Le prétendu viol avait provoqué des protestations de milliers de personnes d'origine russe en Allemagne. Cette affaire montre, selon le quotidien économique libéral Handelsblatt, la manière dont la propagande russe tente de déstabiliser l'Europe :

«Premièrement, les principaux titres des chaînes de l'Etat russes traitent presque uniquement de sujets étrangers afin de détourner le regard de la crise économique pratiquement sans issue dans le pays même. Deuxièmement, le Kremlin veut montrer au peuple la dangerosité que représenterait l'arrivée de réfugiés en Russie. ... Troisièmement, l'affaire n'est pas seulement un exemple type de la propagande russe, mais indique également que Moscou soutient activement l'extrême-droite en Europe. Que ce soit sous forme d'aide de propagande pour le [parti d'extrême droite allemand] NPD comme dans l'affaire de Berlin, de crédits en faveur du parti français d'extrême-droite, le Front National, ou de soutien politique apporté aux partis favorables à Moscou en Hongrie, Bulgarie ou ailleurs. Le Kremlin cherche lui aussi un 'changement de régime'.»

Die Welt (DE) / 27 janvier 2016

Berlin doit convoquer l'ambassadeur russe

Le présumé viol d’une adolescente d’origine russe à Berlin a suscité un grand émoi dans la blogosphère russe. Bien que la police allemande affirme qu’il n’y a pas eu de viol, le ministre russe des Affaires étrangères Sergueï Lavrov a mis en doute ce démenti mardi. Il appartient à l’Allemagne, et à elle seule, de faire la lumière sur cette affaire, rappelle le quotidien conservateur Die Welt :

«L’impudence avec laquelle Lavrov évoque 'notre Lisa', la présumée victime, est bien pernicieuse. Il semblerait que Moscou s’ingénie à prendre sous sa protection des personnes d’origine russe domiciliées en Allemagne, comme elle l’avait fait précédemment en Ukraine avec les ressortissants russophones. … [Le gouvernement allemand] doit convoquer l’ambassadeur russe pour lui faire comprendre que l’Allemagne ne tolèrera pas que la Russie diffame et sabote son ordre démocratique libéral, ni qu'elle intimide les citoyens allemands critiques envers le Kremlin. Et il est grand temps de révéler l’ampleur de l’infiltration par les agents secrets russes de la République allemande, et les réseaux que ceux-ci tissent avec les extrémistes de notre pays.»

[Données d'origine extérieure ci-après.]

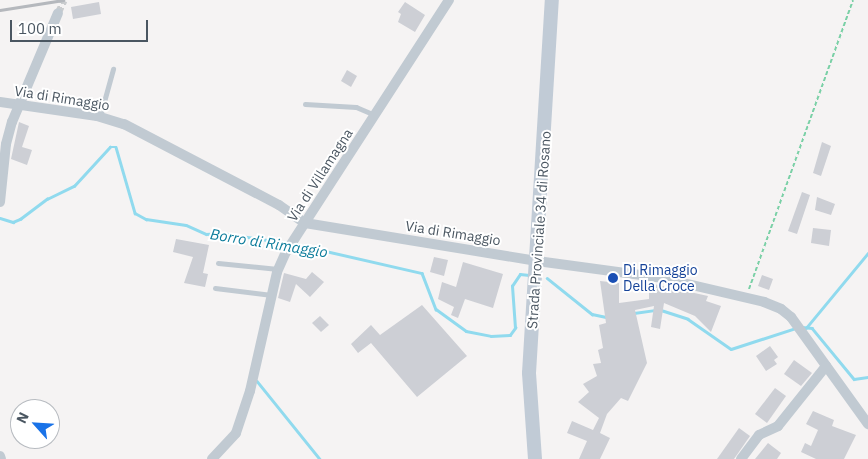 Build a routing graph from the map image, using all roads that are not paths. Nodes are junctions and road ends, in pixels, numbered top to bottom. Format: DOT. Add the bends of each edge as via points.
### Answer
graph roads {
  1 [pos="449,0"];
  2 [pos="552,0"];
  3 [pos="58,13"];
  4 [pos="113,69"];
  5 [pos="0,102"];
  6 [pos="18,104"];
  7 [pos="305,104"];
  8 [pos="375,115"];
  9 [pos="100,117"];
  10 [pos="0,202"];
  11 [pos="305,223"];
  12 [pos="218,263"];
  13 [pos="536,264"];
  14 [pos="278,269"];
  15 [pos="215,288"];
  16 [pos="272,295"];
  17 [pos="826,366"];
  18 [pos="868,424"];
  19 [pos="212,459"];
  20 [pos="535,459"];
  21 [pos="741,459"];
  1 -- 8 [label="street, Via di Villamagna"];
  2 -- 13 [label="main road, Strada Provinciale 34 di Rosano"];
  3 -- 6 [label="street"];
  4 -- 9 [label="lane"];
  5 -- 6 [label="street, Via di Rimaggio"];
  6 -- 9 [label="street, Via di Rimaggio"];
  6 -- 10 [label="street" via="6,144"];
  7 -- 8 [label="lane" via="356,108"];
  8 -- 11 [label="street, Via di Villamagna"];
  9 -- 11 [label="street, Via di Rimaggio" via="139,131 284,208"];
  11 -- 13 [label="street, Via di Rimaggio"];
  11 -- 14 [label="street, Via di Villamagna"];
  12 -- 14 [label="lane"];
  13 -- 17 [label="street, Via di Rimaggio" via="662,278 781,309 792,317"];
  13 -- 20 [label="main road, Strada Provinciale 34 di Rosano" via="529,373"];
  14 -- 16 [label="street, Via di Villamagna"];
  15 -- 16 [label="lane"];
  16 -- 19 [label="street, Via di Villamagna" via="250,391 236,433"];
  17 -- 18 [label="street, Via di Rimaggio"];
  17 -- 21 [label="street" via="778,426 758,435"];
}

Frankfurter Allgemeine Zeitung (DE) / 27 janvier 2016

Extension du domaine de la lutte

Selon le quotidien conservateur Frankfurter Allgemeine Zeitung, la propagande du Kremlin instrumentalise les allégations de viol :

«Poutine cherche à exploiter l’affaire à fond, car tout ce qui affaiblit l’UE profite au Kremlin. Il est plus facile de mettre sous pression un Etat pris individuellement. A cette fin, il mise sur les forces nationalistes, du Front National à l’AfD. La tactique des médias de Poutine, qui consiste à attiser la méfiance à l'égard des élites occidentales, ne date pas d’hier. Ces dernières semaines, la propagande du Kremlin - de concert avec le NPD [parti néonazi allemand] - a récupéré le cas du présumé viol d'une adolescente russe par des migrants à Berlin pour échauffer les esprits au sein de la population russophone en Allemagne. Cette extension du domaine de la lutte a culminé avec les manifestations du week-end dernier, à Berlin et ailleurs, ainsi que les sombres allégations du ministre russe des Affaires étrangères, Sergueï Lavrov.»